The town is Horizon, the setting of Sinclair Ross’ brilliant classic study of life in the Depression era. Hailed by critics as one of Canada’s great novels, As For Me and My House takes the form of a journal. The unnamed diarist, one of the most complex and arresting characters in contemporary fiction, explores the bittersweet nature of human relationships, of the unspoken bonds that tie people together, and the undercurrents of feeling that often tear them apart. Her chronicle creates an intense atmosphere, rich with observed detail and natural imagery.

As For Me and My House is a landmark work. It is essential reading for anyone who seeks to understand the scope and power of the Canadian novel.

The reader’s understanding of the novel is dependent on his understanding of Mrs. Bentley. The first-person narration initially is limited to Mrs. Bentley’s point of view and makes it difficult to evaluate her reliability. Successive readings reveal that she is more manipulative and less self-effacing than she pretends to be. For example, in the light of Judith’s virtual suicide near the end of the novel, Mrs. Bentley’s guilt-provoking gift of oranges seems an extraordinarily cruel gesture.
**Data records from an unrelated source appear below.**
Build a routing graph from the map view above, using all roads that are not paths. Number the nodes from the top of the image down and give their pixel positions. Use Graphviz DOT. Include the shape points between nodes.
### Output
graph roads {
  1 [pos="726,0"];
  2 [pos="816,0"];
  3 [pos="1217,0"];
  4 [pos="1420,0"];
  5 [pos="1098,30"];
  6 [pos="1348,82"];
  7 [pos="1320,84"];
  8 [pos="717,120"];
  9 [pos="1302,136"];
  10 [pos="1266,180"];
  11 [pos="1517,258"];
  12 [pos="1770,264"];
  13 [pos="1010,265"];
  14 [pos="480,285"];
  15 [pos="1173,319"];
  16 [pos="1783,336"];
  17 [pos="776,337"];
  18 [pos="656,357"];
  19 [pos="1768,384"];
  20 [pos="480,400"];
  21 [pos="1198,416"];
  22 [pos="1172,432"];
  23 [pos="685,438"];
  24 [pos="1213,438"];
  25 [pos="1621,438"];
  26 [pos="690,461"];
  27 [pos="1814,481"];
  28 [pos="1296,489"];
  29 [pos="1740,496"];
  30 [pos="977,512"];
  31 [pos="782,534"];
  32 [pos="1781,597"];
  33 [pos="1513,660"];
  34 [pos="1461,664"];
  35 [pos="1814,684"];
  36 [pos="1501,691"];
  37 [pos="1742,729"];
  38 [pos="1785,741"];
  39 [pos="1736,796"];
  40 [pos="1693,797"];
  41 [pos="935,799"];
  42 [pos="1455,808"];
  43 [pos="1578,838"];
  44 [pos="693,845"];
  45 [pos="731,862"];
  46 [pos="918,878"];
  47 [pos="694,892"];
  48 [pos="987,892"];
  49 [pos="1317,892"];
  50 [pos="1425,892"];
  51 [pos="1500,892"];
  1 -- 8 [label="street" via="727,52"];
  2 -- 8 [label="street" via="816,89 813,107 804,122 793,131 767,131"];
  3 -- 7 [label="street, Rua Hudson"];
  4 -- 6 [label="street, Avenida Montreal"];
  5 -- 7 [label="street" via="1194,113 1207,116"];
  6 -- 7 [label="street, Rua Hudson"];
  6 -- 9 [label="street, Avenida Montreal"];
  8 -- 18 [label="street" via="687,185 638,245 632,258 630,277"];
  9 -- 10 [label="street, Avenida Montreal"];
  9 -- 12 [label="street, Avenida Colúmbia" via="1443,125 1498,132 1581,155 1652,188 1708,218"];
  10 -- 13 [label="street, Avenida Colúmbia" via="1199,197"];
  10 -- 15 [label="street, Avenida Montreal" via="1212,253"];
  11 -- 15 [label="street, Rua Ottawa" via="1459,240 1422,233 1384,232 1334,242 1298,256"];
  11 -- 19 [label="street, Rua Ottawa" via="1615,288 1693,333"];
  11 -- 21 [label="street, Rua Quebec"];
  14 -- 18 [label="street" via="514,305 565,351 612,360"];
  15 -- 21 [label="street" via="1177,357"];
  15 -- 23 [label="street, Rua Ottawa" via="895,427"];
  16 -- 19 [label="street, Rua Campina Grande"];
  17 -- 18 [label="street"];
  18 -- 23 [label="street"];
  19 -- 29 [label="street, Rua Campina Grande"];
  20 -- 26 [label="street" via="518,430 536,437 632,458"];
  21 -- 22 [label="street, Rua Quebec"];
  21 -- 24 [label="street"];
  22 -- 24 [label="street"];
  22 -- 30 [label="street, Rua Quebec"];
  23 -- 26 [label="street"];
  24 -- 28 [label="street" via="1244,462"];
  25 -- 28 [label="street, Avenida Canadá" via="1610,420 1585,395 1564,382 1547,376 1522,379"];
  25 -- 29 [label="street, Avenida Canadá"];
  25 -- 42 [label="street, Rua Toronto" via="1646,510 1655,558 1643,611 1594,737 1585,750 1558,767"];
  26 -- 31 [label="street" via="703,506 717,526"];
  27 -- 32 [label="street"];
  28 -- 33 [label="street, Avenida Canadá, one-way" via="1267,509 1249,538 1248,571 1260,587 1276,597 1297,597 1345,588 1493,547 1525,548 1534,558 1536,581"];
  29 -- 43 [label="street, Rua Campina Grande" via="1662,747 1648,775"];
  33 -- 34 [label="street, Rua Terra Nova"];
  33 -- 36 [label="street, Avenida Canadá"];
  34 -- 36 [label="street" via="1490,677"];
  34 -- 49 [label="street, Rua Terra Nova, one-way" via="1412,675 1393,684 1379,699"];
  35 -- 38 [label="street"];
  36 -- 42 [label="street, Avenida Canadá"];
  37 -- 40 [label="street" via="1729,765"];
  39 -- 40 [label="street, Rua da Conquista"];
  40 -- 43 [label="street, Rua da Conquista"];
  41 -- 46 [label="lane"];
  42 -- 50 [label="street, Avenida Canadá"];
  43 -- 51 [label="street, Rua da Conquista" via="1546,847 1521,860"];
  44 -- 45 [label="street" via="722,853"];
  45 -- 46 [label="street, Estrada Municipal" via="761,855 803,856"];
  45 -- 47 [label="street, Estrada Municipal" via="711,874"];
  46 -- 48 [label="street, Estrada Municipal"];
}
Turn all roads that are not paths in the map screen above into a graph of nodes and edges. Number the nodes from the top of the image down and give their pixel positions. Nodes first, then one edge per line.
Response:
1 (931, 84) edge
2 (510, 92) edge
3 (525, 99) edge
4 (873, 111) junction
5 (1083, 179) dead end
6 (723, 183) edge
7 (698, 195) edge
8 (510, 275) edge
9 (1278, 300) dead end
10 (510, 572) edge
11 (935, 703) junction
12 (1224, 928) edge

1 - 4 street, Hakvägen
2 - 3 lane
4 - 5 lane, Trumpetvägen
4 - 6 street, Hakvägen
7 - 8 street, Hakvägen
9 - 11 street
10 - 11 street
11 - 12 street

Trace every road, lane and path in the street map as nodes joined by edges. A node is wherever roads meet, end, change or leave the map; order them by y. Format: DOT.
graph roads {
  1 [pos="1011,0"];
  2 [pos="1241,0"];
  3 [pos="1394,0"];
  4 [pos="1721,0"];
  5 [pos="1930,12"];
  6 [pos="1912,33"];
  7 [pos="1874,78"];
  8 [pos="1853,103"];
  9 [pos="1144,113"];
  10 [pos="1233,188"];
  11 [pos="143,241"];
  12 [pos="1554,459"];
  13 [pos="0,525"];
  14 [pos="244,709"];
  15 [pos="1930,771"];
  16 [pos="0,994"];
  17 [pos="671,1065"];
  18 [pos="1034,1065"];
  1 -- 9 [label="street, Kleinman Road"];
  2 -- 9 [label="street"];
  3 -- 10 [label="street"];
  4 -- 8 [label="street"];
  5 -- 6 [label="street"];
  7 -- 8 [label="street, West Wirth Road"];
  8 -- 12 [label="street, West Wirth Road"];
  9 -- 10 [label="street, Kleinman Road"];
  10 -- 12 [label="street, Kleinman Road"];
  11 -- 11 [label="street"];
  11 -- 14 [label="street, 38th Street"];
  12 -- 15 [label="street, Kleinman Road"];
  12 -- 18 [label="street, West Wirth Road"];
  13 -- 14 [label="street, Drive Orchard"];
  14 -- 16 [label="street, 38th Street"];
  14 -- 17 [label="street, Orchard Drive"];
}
The Christian overtones of the novel, which are emphasized by the biblical source of its title, dominate the concluding pages. The emergence of comedy in the diary’s final entry marks a radical shift in the novel’s emotional tenor. The comedy which concludes the Bentleys’ year of suffering in Horizon is of the nature of Christian divine comedy. Judith’s death near Easter time, precipitated by her own tormented wanderings, is a sacrifice which expiates the sins of all. Even the townspeople, whom the Bentleys had resented, seem transfigured as they assemble on the train platform to say farewell to their pastor and his wife. Judith’s child functions as a generative counterpart of the Christian Resurrection, the triumph over death which symbolizes hope to mankind. The theme of atonement and renewal is powerfully evoked in the concrete image of father and son which concludes the narrative: “Philip just stands and looks and looks at him, and puts his cheek down close to the little hands, and tells me that way how much I must forget.... He doesn’t look like Philip yet, but Philip I’ll swear is starting to look like him. It’s in the eyes, a stillness, a freshness, a vacancy of beginning.”